November Retail Sales Increase 0.2% as Auto Dealer Sales Fall Again

seasonally adjusted retail sales rose 0.2% in November after retail sales for both October and September were revised a bit lower…the Advance Retail Sales Report for November (pdf) from the Census Bureau estimated that our seasonally adjusted retail and food services sales totaled $448.1 billion, which was an increase of 0.2 percent (±0.5%) from October’s revised sales of $447.1 billion and 1.4 percent (±0.7%) above the sales of November of last year…October’s seasonally adjusted sales were revised from the $447.3 billion first reported to $447.1 billion, while September’s sales, which were revised down to $447.0 billion from the originally reported $447.7 billion last month, were revised down again, to $446.855 billion with this report, revisions which were not statistically significant enough to change the month over month sales percentage changes…estimated unadjusted sales, extrapolated from surveys of a small sampling of retailers, indicated unadjusted sales actually fell 0.3%, from $444,984 million in October to $443,714 in November, while they were up 1.5% from the $437,196 million of sales in November a year ago, surprisingly showing just a small seasonal adjustment to this month’s report…while we can’t judge the economic impact of this month’s report until the consumer price index is released next week, the revision to September sales should reduce 3rd quarter GDP by about 0.03 percentage points…

included below is the table of monthly and yearly percentage changes in sales by business type taken from the Census pdf, which you should all be familiar with by now…..the first double column below gives us the seasonally adjusted percentage change in sales for each type of retail business type from October to November in the first sub-column, and then the year over year percentage change for those businesses since last November in the 2nd column; the second pair of columns gives us the revision of last month’s October advance monthly estimates (now called “preliminary”) as revised in this report, likewise for each business type, with the September to October change under “Sep 2015 revised” and the revised October 2014 to October 2015 percentage change in the last column shown…for your reference, the table of last month’s advance October estimates before this month’s revision is here….

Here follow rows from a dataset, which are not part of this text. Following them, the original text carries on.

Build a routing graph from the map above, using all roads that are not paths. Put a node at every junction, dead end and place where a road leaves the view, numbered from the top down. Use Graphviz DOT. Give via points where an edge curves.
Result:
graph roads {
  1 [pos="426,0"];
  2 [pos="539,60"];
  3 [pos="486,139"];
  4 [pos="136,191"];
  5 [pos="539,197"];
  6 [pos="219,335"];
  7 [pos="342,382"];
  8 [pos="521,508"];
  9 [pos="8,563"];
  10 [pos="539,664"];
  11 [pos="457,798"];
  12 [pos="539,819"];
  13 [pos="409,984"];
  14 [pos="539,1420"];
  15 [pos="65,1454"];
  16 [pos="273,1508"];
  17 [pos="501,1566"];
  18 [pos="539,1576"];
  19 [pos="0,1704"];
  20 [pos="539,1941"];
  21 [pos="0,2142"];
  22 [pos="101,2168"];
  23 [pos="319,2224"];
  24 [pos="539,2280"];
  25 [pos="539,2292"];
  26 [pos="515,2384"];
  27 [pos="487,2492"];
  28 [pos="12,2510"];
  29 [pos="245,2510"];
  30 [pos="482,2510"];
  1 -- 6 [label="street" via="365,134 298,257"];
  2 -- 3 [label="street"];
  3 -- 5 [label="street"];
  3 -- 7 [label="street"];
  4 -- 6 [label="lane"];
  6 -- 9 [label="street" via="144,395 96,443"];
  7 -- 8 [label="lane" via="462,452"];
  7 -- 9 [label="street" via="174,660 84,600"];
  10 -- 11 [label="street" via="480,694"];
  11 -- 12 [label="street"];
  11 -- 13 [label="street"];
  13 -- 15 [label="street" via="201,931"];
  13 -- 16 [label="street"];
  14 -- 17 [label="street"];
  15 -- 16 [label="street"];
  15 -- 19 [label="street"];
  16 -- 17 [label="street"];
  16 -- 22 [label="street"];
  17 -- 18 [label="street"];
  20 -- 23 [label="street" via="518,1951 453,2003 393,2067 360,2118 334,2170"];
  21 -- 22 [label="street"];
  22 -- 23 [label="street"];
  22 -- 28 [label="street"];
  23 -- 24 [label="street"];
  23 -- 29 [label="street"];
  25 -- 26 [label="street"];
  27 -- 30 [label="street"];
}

November 2015 retail sales table

>looking at the above table, it’s clear that a surprise 0.4% decrease to $93,683 million in seasonally adjusted sales at automobile and parts dealers was largely responsible for the November sales weakness; without the nominal drop in automotive sales, other retail sales increased by 0.4% to $354,434 million…0.8% lower sales gasoline stations were also a drag, but at $34,478 million they’re a smaller part of the aggregate than they were when gasoline prices were higher…meanwhile, retailers showing above average increases in November sales included grocery stores, where sales were up 0.8% to $50,990 million, clothing stores, where sales were also up 0.8% to $21,313 million, specialty shops such as sporting goods and book stores, where sales also rose 0.8% to $7,572 million, general merchandise stores, where sales rose 0.7% to $57,205 million, miscellaneous store retailers, where sales rose 0.7% to $10,161 million, bars and restaurants, where sales also rose 0.7% to $52,957 million, electronics and appliance stores, where sales rose 0.6% to $8,746 million, and miscellaneous store retailers, where sales rose 0.6% to $10,161 million…building material and garden supply stores, with a 0.3% decrease in sales to $27,869 million, and furniture stores, also with a 0.3% decrease in sales to $8,779 million, were the only core retail groups to see lower nominal sales in November…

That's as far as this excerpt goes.